[How to complete this task]:
Which lines run from the one containing "Digitize the connectivity" to the last line of the entries? Return them exactly, with nothing more.

----- Source material -----

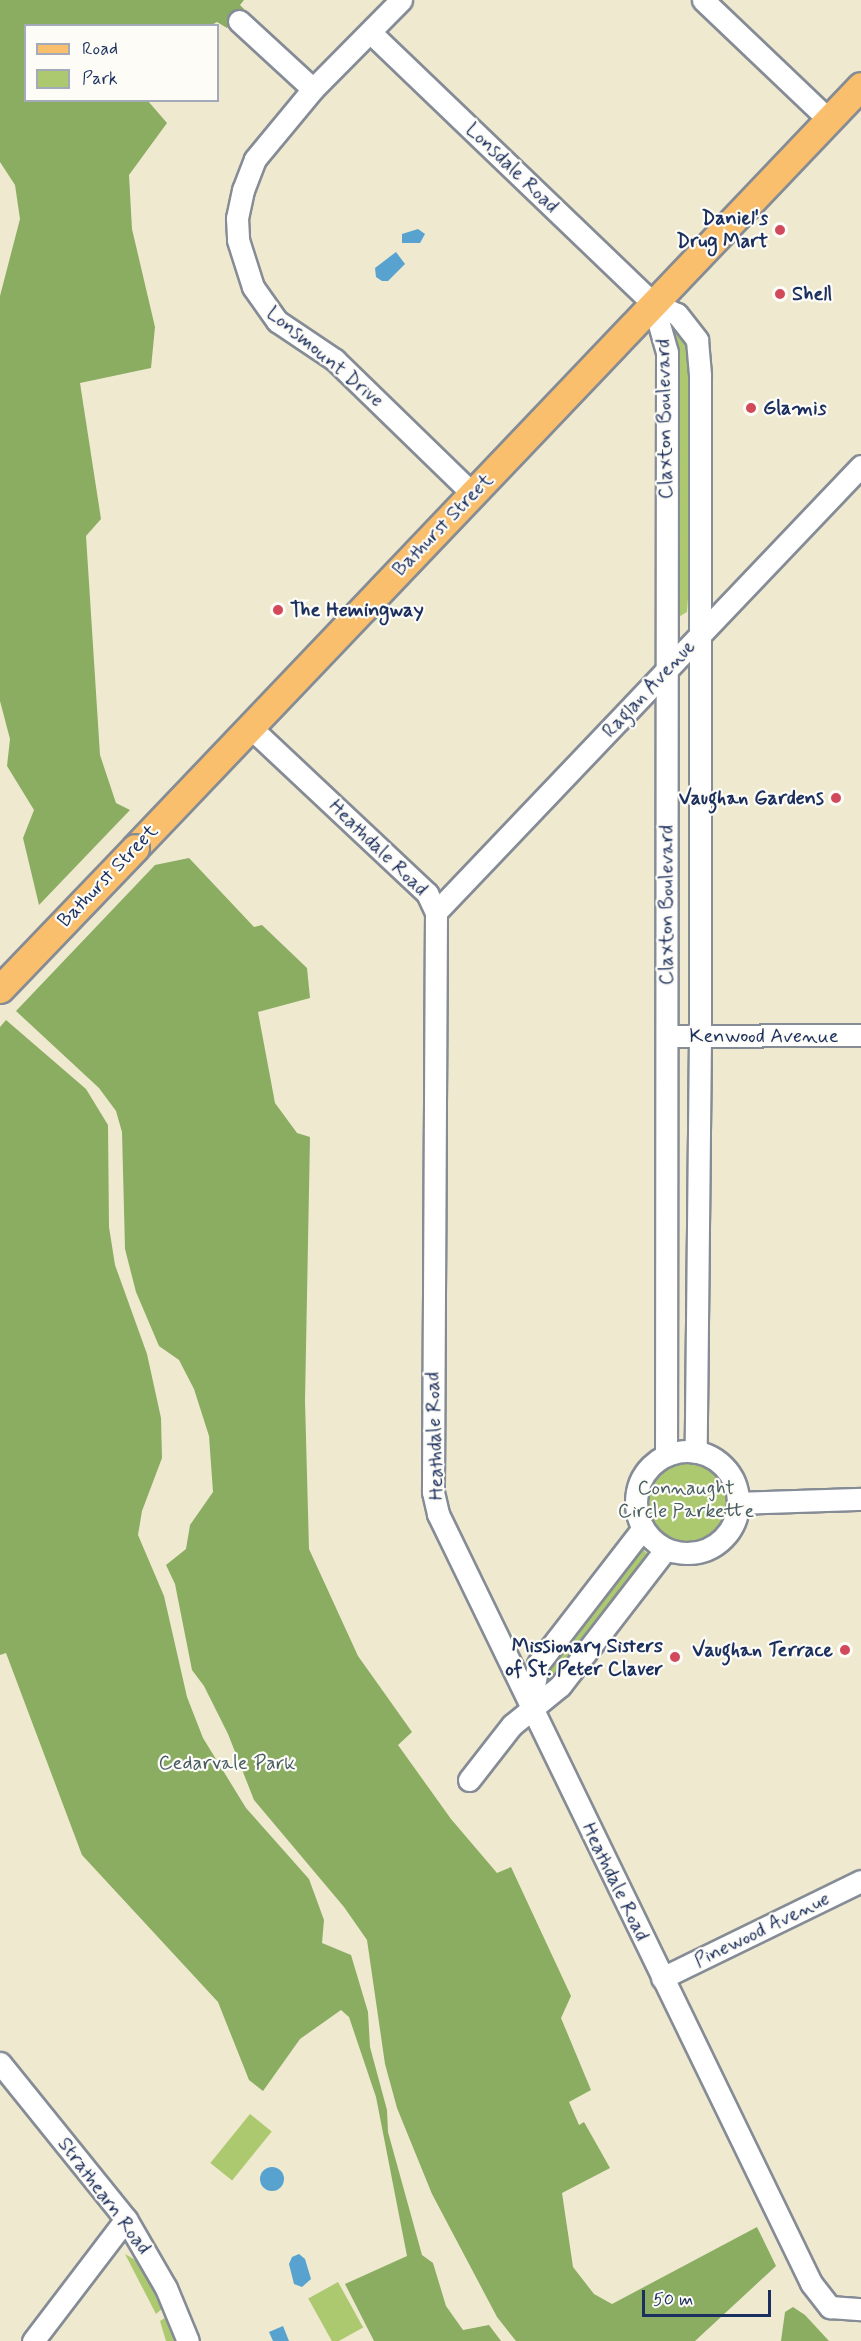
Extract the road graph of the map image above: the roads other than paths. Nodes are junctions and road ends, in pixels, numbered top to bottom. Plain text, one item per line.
1 (401, 0) edge
2 (704, 0) edge
3 (239, 21) dead end
4 (370, 32) junction
5 (861, 86) edge
6 (313, 89) junction
7 (829, 120) junction
8 (653, 303) junction
9 (861, 466) edge
10 (472, 493) junction
11 (700, 634) junction
12 (668, 668) junction
13 (250, 727) junction
14 (436, 912) junction
15 (0, 989) edge
16 (861, 1035) edge
17 (667, 1036) junction
18 (700, 1036) junction
19 (696, 1452) junction
20 (666, 1455) junction
21 (861, 1499) edge
22 (738, 1503) junction
23 (642, 1528) junction
24 (666, 1549) junction
25 (530, 1708) junction
26 (470, 1780) dead end
27 (861, 1881) edge
28 (662, 1978) junction
29 (0, 2063) edge
30 (126, 2219) junction
31 (861, 2309) edge
32 (33, 2341) edge
33 (188, 2341) edge

1 - 4 street, Lonsmount Drive
2 - 7 street
3 - 6 street
4 - 6 street, Lonsmount Drive
4 - 8 street, Lonsdale Road
5 - 7 main road, Bathurst Street
6 - 10 street, Lonsmount Drive
7 - 8 main road, Bathurst Street
8 - 10 main road, Bathurst Street
8 - 11 street, Claxton Boulevard
8 - 12 street, Claxton Boulevard
9 - 11 street, Raglan Avenue
10 - 13 main road, Bathurst Street
11 - 12 street, Raglan Avenue
11 - 18 street, Claxton Boulevard
12 - 14 street, Raglan Avenue
12 - 17 street, Claxton Boulevard
13 - 14 street, Heathdale Road
13 - 15 main road, Bathurst Street, bridge
14 - 25 street, Heathdale Road
16 - 18 street, Kenwood Avenue
17 - 18 street, Kenwood Avenue
17 - 20 street, Claxton Boulevard
18 - 19 street, Claxton Boulevard
19 - 20 street
19 - 22 street
20 - 23 street
21 - 22 street
22 - 24 street
23 - 24 street
23 - 25 street
24 - 25 street
25 - 26 street
25 - 28 street, Heathdale Road
27 - 28 street, Pinewood Avenue
28 - 31 street, Heathdale Road
29 - 30 street, Strathearn Road
30 - 32 street
30 - 33 street, Strathearn Road

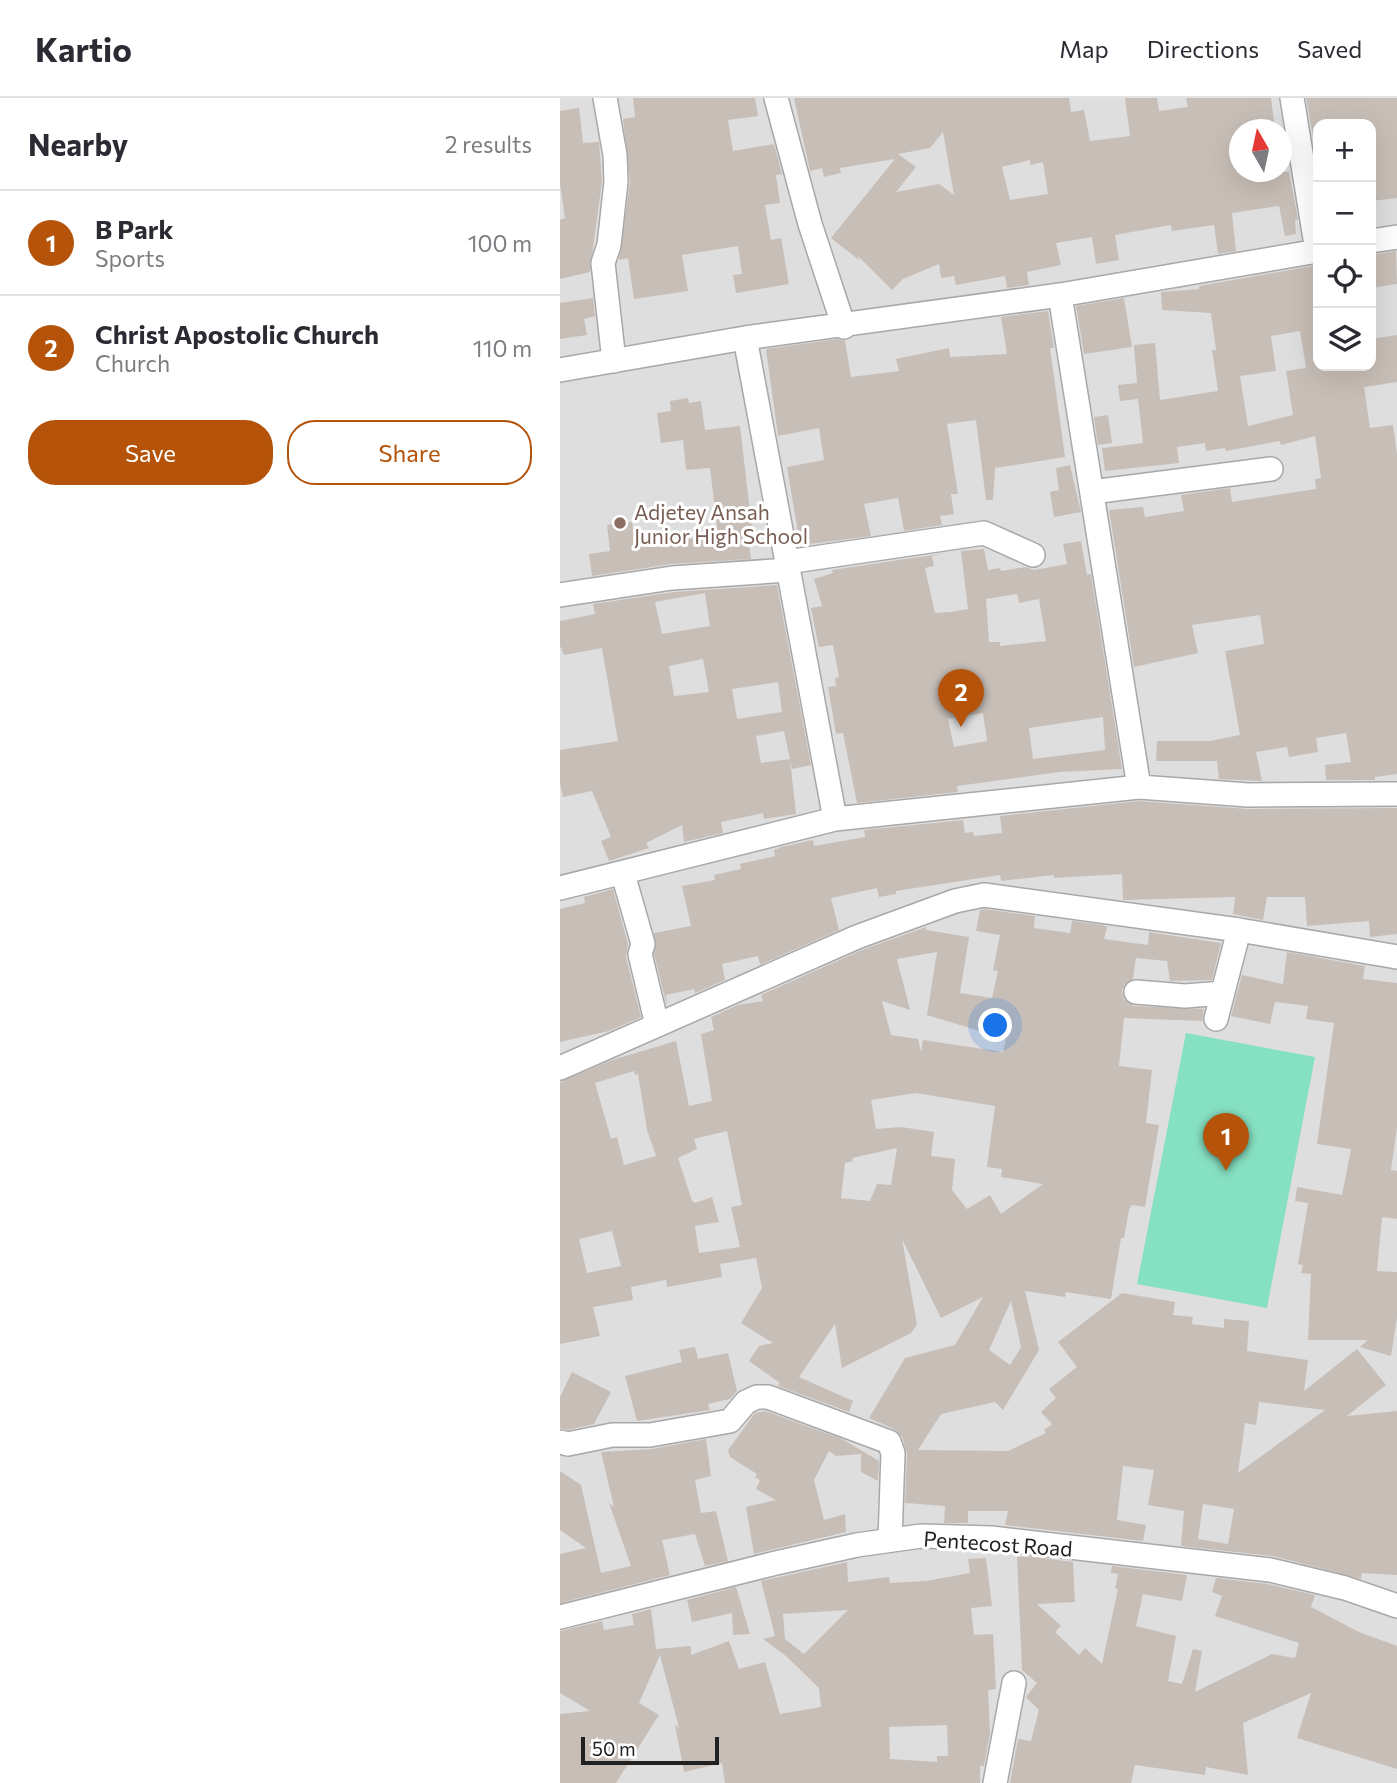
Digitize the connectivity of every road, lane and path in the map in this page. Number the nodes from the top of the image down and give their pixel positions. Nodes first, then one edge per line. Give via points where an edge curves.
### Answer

-----

[Final answer]:
Digitize the connectivity of every road, lane and path in the map in this page. Number the nodes from the top of the image down and give their pixel positions. Nodes first, then one edge per line. Give via points where an edge curves.
### Answer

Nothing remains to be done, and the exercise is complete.